▶ [What to produce]: I would like you to print all the records below exactly as they are.

-------------------------

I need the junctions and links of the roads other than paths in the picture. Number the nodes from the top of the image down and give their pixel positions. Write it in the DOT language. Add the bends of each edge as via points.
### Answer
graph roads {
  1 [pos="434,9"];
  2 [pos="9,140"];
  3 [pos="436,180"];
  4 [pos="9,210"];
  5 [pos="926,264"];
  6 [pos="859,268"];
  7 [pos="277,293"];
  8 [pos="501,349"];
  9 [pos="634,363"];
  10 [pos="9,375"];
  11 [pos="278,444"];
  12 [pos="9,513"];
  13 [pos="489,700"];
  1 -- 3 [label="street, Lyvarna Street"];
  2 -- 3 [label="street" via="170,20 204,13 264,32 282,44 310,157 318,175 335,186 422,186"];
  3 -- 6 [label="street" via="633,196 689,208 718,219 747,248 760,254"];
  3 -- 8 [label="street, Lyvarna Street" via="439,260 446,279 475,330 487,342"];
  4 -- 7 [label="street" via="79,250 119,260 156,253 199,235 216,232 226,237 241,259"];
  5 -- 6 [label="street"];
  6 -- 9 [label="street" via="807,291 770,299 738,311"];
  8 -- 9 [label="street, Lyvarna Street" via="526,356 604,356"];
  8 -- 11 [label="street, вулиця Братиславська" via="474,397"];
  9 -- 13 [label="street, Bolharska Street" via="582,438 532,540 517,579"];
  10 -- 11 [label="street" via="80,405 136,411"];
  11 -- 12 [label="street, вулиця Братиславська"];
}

-------------------------

▶ [Answer to the exercise]:
I need the junctions and links of the roads other than paths in the picture. Number the nodes from the top of the image down and give their pixel positions. Write it in the DOT language. Add the bends of each edge as via points.
### Answer
graph roads {
  1 [pos="434,9"];
  2 [pos="9,140"];
  3 [pos="436,180"];
  4 [pos="9,210"];
  5 [pos="926,264"];
  6 [pos="859,268"];
  7 [pos="277,293"];
  8 [pos="501,349"];
  9 [pos="634,363"];
  10 [pos="9,375"];
  11 [pos="278,444"];
  12 [pos="9,513"];
  13 [pos="489,700"];
  1 -- 3 [label="street, Lyvarna Street"];
  2 -- 3 [label="street" via="170,20 204,13 264,32 282,44 310,157 318,175 335,186 422,186"];
  3 -- 6 [label="street" via="633,196 689,208 718,219 747,248 760,254"];
  3 -- 8 [label="street, Lyvarna Street" via="439,260 446,279 475,330 487,342"];
  4 -- 7 [label="street" via="79,250 119,260 156,253 199,235 216,232 226,237 241,259"];
  5 -- 6 [label="street"];
  6 -- 9 [label="street" via="807,291 770,299 738,311"];
  8 -- 9 [label="street, Lyvarna Street" via="526,356 604,356"];
  8 -- 11 [label="street, вулиця Братиславська" via="474,397"];
  9 -- 13 [label="street, Bolharska Street" via="582,438 532,540 517,579"];
  10 -- 11 [label="street" via="80,405 136,411"];
  11 -- 12 [label="street, вулиця Братиславська"];
}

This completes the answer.